Huit mille articles bons à jeter, victimes du blocus israélien. "De
la Chine à Ashdod (le grand port israélien, au nord de Gaza), les conteneurs
ont mis vingt-cinq jours, raconte le malheureux, face à un tas de
vêtements en état de putréfaction avancée. Mais d'Ashdod
à Gaza, il a fallu trois ans durant lesquels ma commande a pourri à petit
feu." Les déboires d'Hamza Abou
Helal en disent long sur la mécanique du bouclage israélien de Gaza, où se
mêlent hantise sécuritaire, bureaucratie ubuesque et calculs politiques, le
tout empaqueté dans un feuilleton interminable aux accents tragi-comiques. A
la faveur de la trêve de l'été-automne 2008 et de l'allégement du blocus qui
avait suivi, le marchand gazaoui avait dédouané une partie de ses commandes,
entreposées sur les docks d'Ashdod depuis juin 2007, date de la prise du
pouvoir du Hamas à Gaza et du verrouillage des points de passage avec Israël. Les camions avaient pris la
route de Kerem
Shalom, l'unique canal de ravitaillement de l'enclave, par où transitent
les rares produits autorisés par le ministère israélien de la défense. Mais
au mois de décembre 2008, avec le démarrage de la guerre de Gaza, le terminal
s'était refermé devant le convoi. Dans l'incapacité de renvoyer la cargaison
sous les hangars d'Ashdod, Hamza Abou Helal s'était résolu à la stocker dans
le jardin de son chauffeur, exposée à l'humidité. Un premier mois, un
deuxième, un troisième, et ainsi de suite jusqu'à ce que, en avril 2010,
confronté à une pétition des importateurs de textile gazaouis devant la Cour
suprême, le général israélien Eitan Dangot,
grand ordonnateur de la mise en quarantaine de Gaza, ne consente à faire un
geste. A trois conditions : que les commandes aient été passées avant juin
2007, qu'elles aient été destinées à Gaza et que le type d'article soit
spécifié, suggérant par là que certains vêtements pourraient être plus
dangereux que d'autres... C'est ainsi que, après d'interminables procédures,
Hamza Abou Helal a réceptionné sa pile de cartons empoisonnés. A l'énoncé de cette
histoire, Ali
Al-Hayek, le vice-président de l'Association des hommes d'affaires de
Gaza, lâche un long soupir et saisit le revers de sa veste. "Regardez
ce costume, dit-il. C'est un Pierre Cardin.

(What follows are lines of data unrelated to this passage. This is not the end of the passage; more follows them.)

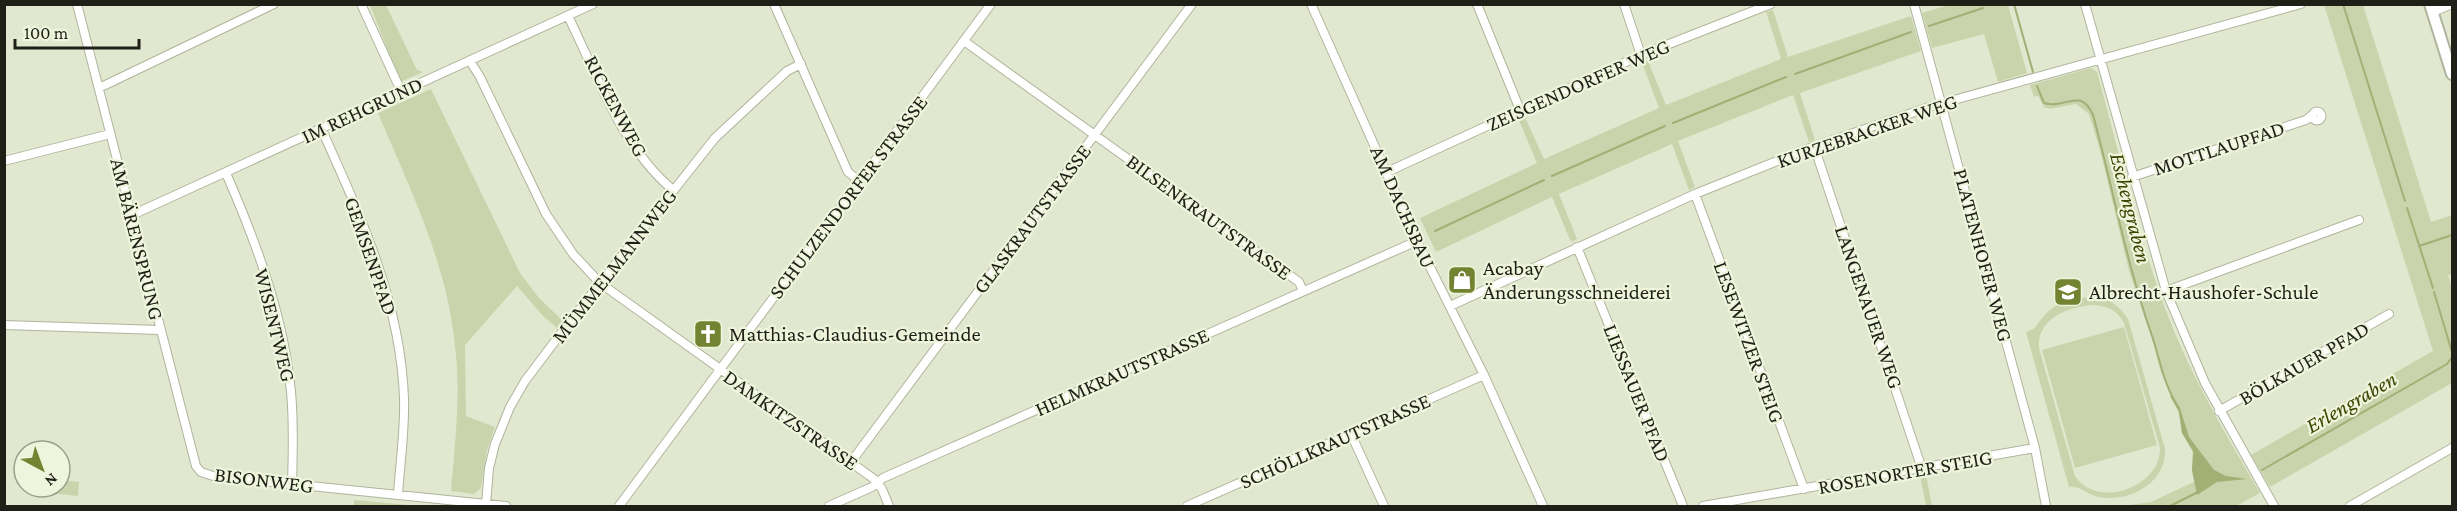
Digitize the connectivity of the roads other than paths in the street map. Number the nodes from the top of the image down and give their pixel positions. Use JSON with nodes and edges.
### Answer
{"nodes":[{"id":1,"x":77,"y":4,"type":"edge"},
{"id":2,"x":273,"y":4,"type":"edge"},
{"id":3,"x":361,"y":4,"type":"edge"},
{"id":4,"x":593,"y":4,"type":"edge"},
{"id":5,"x":774,"y":4,"type":"edge"},
{"id":6,"x":991,"y":4,"type":"edge"},
{"id":7,"x":1192,"y":4,"type":"edge"},
{"id":8,"x":1311,"y":4,"type":"edge"},
{"id":9,"x":1478,"y":4,"type":"edge"},
{"id":10,"x":1624,"y":4,"type":"edge"},
{"id":11,"x":1914,"y":4,"type":"edge"},
{"id":12,"x":2085,"y":4,"type":"edge"},
{"id":13,"x":2301,"y":4,"type":"edge"},
{"id":14,"x":2452,"y":4,"type":"edge"},
{"id":15,"x":1769,"y":5,"type":"edge"},
{"id":16,"x":2432,"y":8,"type":"edge"},
{"id":17,"x":568,"y":16,"type":"junction"},
{"id":18,"x":964,"y":41,"type":"junction"},
{"id":19,"x":1641,"y":55,"type":"junction"},
{"id":20,"x":2100,"y":60,"type":"junction"},
{"id":21,"x":470,"y":61,"type":"junction"},
{"id":22,"x":801,"y":64,"type":"junction"},
{"id":23,"x":2452,"y":74,"type":"edge"},
{"id":24,"x":99,"y":88,"type":"junction"},
{"id":25,"x":401,"y":92,"type":"junction"},
{"id":26,"x":1942,"y":104,"type":"junction"},
{"id":27,"x":1520,"y":110,"type":"junction"},
{"id":28,"x":2310,"y":118,"type":"dead end"},
{"id":29,"x":321,"y":128,"type":"junction"},
{"id":30,"x":110,"y":134,"type":"junction"},
{"id":31,"x":1095,"y":135,"type":"junction"},
{"id":32,"x":1814,"y":146,"type":"junction"},
{"id":33,"x":4,"y":161,"type":"edge"},
{"id":34,"x":1387,"y":172,"type":"junction"},
{"id":35,"x":226,"y":173,"type":"junction"},
{"id":36,"x":2132,"y":177,"type":"junction"},
{"id":37,"x":859,"y":181,"type":"junction"},
{"id":38,"x":673,"y":190,"type":"junction"},
{"id":39,"x":1695,"y":194,"type":"junction"},
{"id":40,"x":132,"y":215,"type":"junction"},
{"id":41,"x":2359,"y":220,"type":"dead end"},
{"id":42,"x":1417,"y":241,"type":"junction"},
{"id":43,"x":1577,"y":247,"type":"junction"},
{"id":44,"x":600,"y":283,"type":"junction"},
{"id":45,"x":1303,"y":291,"type":"junction"},
{"id":46,"x":2166,"y":291,"type":"junction"},
{"id":47,"x":1450,"y":306,"type":"junction"},
{"id":48,"x":2389,"y":314,"type":"dead end"},
{"id":49,"x":4,"y":325,"type":"edge"},
{"id":50,"x":160,"y":330,"type":"junction"},
{"id":51,"x":720,"y":370,"type":"junction"},
{"id":52,"x":1484,"y":375,"type":"junction"},
{"id":53,"x":2219,"y":411,"type":"junction"},
{"id":54,"x":1351,"y":434,"type":"junction"},
{"id":55,"x":2035,"y":448,"type":"junction"},
{"id":56,"x":2452,"y":448,"type":"edge"},
{"id":57,"x":851,"y":462,"type":"junction"},
{"id":58,"x":1922,"y":469,"type":"junction"},
{"id":59,"x":201,"y":472,"type":"joint"},
{"id":60,"x":877,"y":483,"type":"junction"},
{"id":61,"x":292,"y":484,"type":"junction"},
{"id":62,"x":1804,"y":489,"type":"junction"},
{"id":63,"x":398,"y":495,"type":"junction"},
{"id":64,"x":486,"y":504,"type":"junction"},
{"id":65,"x":506,"y":507,"type":"edge"},
{"id":66,"x":619,"y":507,"type":"edge"},
{"id":67,"x":829,"y":507,"type":"edge"},
{"id":68,"x":889,"y":507,"type":"edge"},
{"id":69,"x":1187,"y":507,"type":"edge"},
{"id":70,"x":1384,"y":507,"type":"edge"},
{"id":71,"x":1543,"y":507,"type":"edge"},
{"id":72,"x":1683,"y":507,"type":"edge"},
{"id":73,"x":1703,"y":507,"type":"edge"},
{"id":74,"x":2046,"y":507,"type":"edge"},
{"id":75,"x":2274,"y":507,"type":"edge"},
{"id":76,"x":2350,"y":507,"type":"edge"}],
"edges":[{"from":1,"to":24,"type":"street","name":"AM BÄRENSPRUNG"},
{"from":2,"to":24,"type":"street"},
{"from":3,"to":25,"type":"street"},
{"from":4,"to":17,"type":"street","name":"IM REHGRUND"},
{"from":5,"to":22,"type":"street"},
{"from":6,"to":18,"type":"street","name":"SCHULZENDORFER STRASSE"},
{"from":7,"to":31,"type":"street","name":"GLASKRAUTSTRASSE"},
{"from":8,"to":34,"type":"street","name":"AM DACHSBAU"},
{"from":9,"to":27,"type":"street"},
{"from":10,"to":19,"type":"street"},
{"from":11,"to":26,"type":"street","name":"PLATENHOFER WEG"},
{"from":12,"to":20,"type":"street"},
{"from":13,"to":20,"type":"street","name":"KURZEBRACKER WEG"},
{"from":14,"to":16,"type":"street"},
{"from":15,"to":19,"type":"street","name":"ZEISGENDORFER WEG"},
{"from":16,"to":23,"type":"main road"},
{"from":17,"to":21,"type":"street","name":"IM REHGRUND"},
{"from":17,"to":38,"type":"street","name":"RICKENWEG"},
{"from":18,"to":31,"type":"street","name":"BILSENKRAUTSTRASSE"},
{"from":18,"to":37,"type":"street","name":"SCHULZENDORFER STRASSE"},
{"from":19,"to":27,"type":"street","name":"ZEISGENDORFER WEG"},
{"from":20,"to":26,"type":"street","name":"KURZEBRACKER WEG"},
{"from":20,"to":36,"type":"street"},
{"from":21,"to":25,"type":"street","name":"IM REHGRUND"},
{"from":21,"to":44,"type":"street","name":"DAMKITZSTRASSE"},
{"from":22,"to":37,"type":"street"},
{"from":22,"to":38,"type":"street","name":"MÜMMELMANNWEG"},
{"from":24,"to":30,"type":"street","name":"AM BÄRENSPRUNG"},
{"from":25,"to":29,"type":"street","name":"IM REHGRUND"},
{"from":26,"to":32,"type":"street","name":"KURZEBRACKER WEG"},
{"from":26,"to":55,"type":"street","name":"PLATENHOFER WEG"},
{"from":27,"to":34,"type":"street","name":"ZEISGENDORFER WEG"},
{"from":28,"to":36,"type":"street","name":"MOTTLAUPFAD"},
{"from":29,"to":35,"type":"street","name":"IM REHGRUND"},
{"from":29,"to":63,"type":"street","name":"GEMSENPFAD"},
{"from":30,"to":33,"type":"street"},
{"from":30,"to":40,"type":"street","name":"AM BÄRENSPRUNG"},
{"from":31,"to":45,"type":"street","name":"BILSENKRAUTSTRASSE"},
{"from":31,"to":57,"type":"street","name":"GLASKRAUTSTRASSE"},
{"from":32,"to":39,"type":"street","name":"KURZEBRACKER WEG"},
{"from":32,"to":58,"type":"street","name":"LANGENAUER WEG"},
{"from":34,"to":42,"type":"street","name":"AM DACHSBAU"},
{"from":35,"to":40,"type":"street","name":"IM REHGRUND"},
{"from":35,"to":61,"type":"street","name":"WISENTWEG"},
{"from":36,"to":46,"type":"street"},
{"from":37,"to":51,"type":"street","name":"SCHULZENDORFER STRASSE"},
{"from":38,"to":44,"type":"street","name":"MÜMMELMANNWEG"},
{"from":39,"to":43,"type":"street","name":"KURZEBRACKER WEG"},
{"from":39,"to":62,"type":"street","name":"LESEWITZER STEIG"},
{"from":40,"to":50,"type":"street","name":"AM BÄRENSPRUNG"},
{"from":41,"to":46,"type":"street"},
{"from":42,"to":45,"type":"street","name":"HELMKRAUTSTRASSE"},
{"from":42,"to":47,"type":"street","name":"AM DACHSBAU"},
{"from":43,"to":47,"type":"street","name":"KURZEBRACKER WEG"},
{"from":43,"to":72,"type":"street","name":"LIESSAUER PFAD"},
{"from":44,"to":51,"type":"street","name":"DAMKITZSTRASSE"},
{"from":44,"to":64,"type":"street","name":"MÜMMELMANNWEG"},
{"from":45,"to":60,"type":"street","name":"HELMKRAUTSTRASSE"},
{"from":46,"to":53,"type":"street"},
{"from":47,"to":52,"type":"street","name":"AM DACHSBAU"},
{"from":48,"to":53,"type":"street","name":"BÖLKAUER PFAD"},
{"from":49,"to":50,"type":"street"},
{"from":50,"to":59,"type":"street","name":"AM BÄRENSPRUNG"},
{"from":51,"to":57,"type":"street","name":"DAMKITZSTRASSE"},
{"from":51,"to":66,"type":"street","name":"SCHULZENDORFER STRASSE"},
{"from":52,"to":54,"type":"street","name":"SCHÖLLKRAUTSTRASSE"},
{"from":52,"to":71,"type":"street","name":"AM DACHSBAU"},
{"from":53,"to":75,"type":"street"},
{"from":54,"to":69,"type":"street","name":"SCHÖLLKRAUTSTRASSE"},
{"from":54,"to":70,"type":"street"},
{"from":55,"to":58,"type":"street","name":"ROSENORTER STEIG"},
{"from":55,"to":74,"type":"street","name":"PLATENHOFER WEG"},
{"from":56,"to":76,"type":"street"},
{"from":57,"to":60,"type":"street","name":"DAMKITZSTRASSE"},
{"from":58,"to":62,"type":"street","name":"ROSENORTER STEIG"},
{"from":59,"to":61,"type":"street","name":"BISONWEG"},
{"from":60,"to":67,"type":"street","name":"HELMKRAUTSTRASSE"},
{"from":60,"to":68,"type":"street","name":"DAMKITZSTRASSE"},
{"from":61,"to":63,"type":"street","name":"BISONWEG"},
{"from":62,"to":73,"type":"street","name":"ROSENORTER STEIG"},
{"from":63,"to":64,"type":"street","name":"BISONWEG"},
{"from":64,"to":65,"type":"street","name":"BISONWEG"}]}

Je l'ai reçu vingt-quatre heures après avoir passé commande. Il est arrivé
par les tunnels creusés à Rafah sous la frontière avec l'Egypte. C'est une
évidence : le blocus ne marche pas. Mieux : le Hamas en profite. Il
s'enrichit grâce aux multiples taxes qu'il lève sur la contrebande."
Pour Ali
Al-Hayek, "les seuls qui trinquent sont les marchands
traditionnels", et "si Israël voulait véritablement
affaiblir le Hamas, il lèverait le blocus. Le marché noir s'effondrerait
aussitôt et l'Autorité palestinienne récupérerait à son profit les taxes sur
les importations". Un simple détour par une
épicerie de Gaza corrobore l'analyse : les rayonnages débordent de produits à
l'emballage bosselé ou poussiéreux, signe imparable de leur séjour souterrain.
D'après l'ONG israélienne Gisha, qui tient la comptabilité du blocus, près de
4 300 types de marchandises empruntent les tunnels de Rafah. Même le ciment, introuvable
il y a encore quelques mois, parvient désormais sur le marché local, tirant
les entreprises de la torpeur où elles étaient plongées depuis 2007.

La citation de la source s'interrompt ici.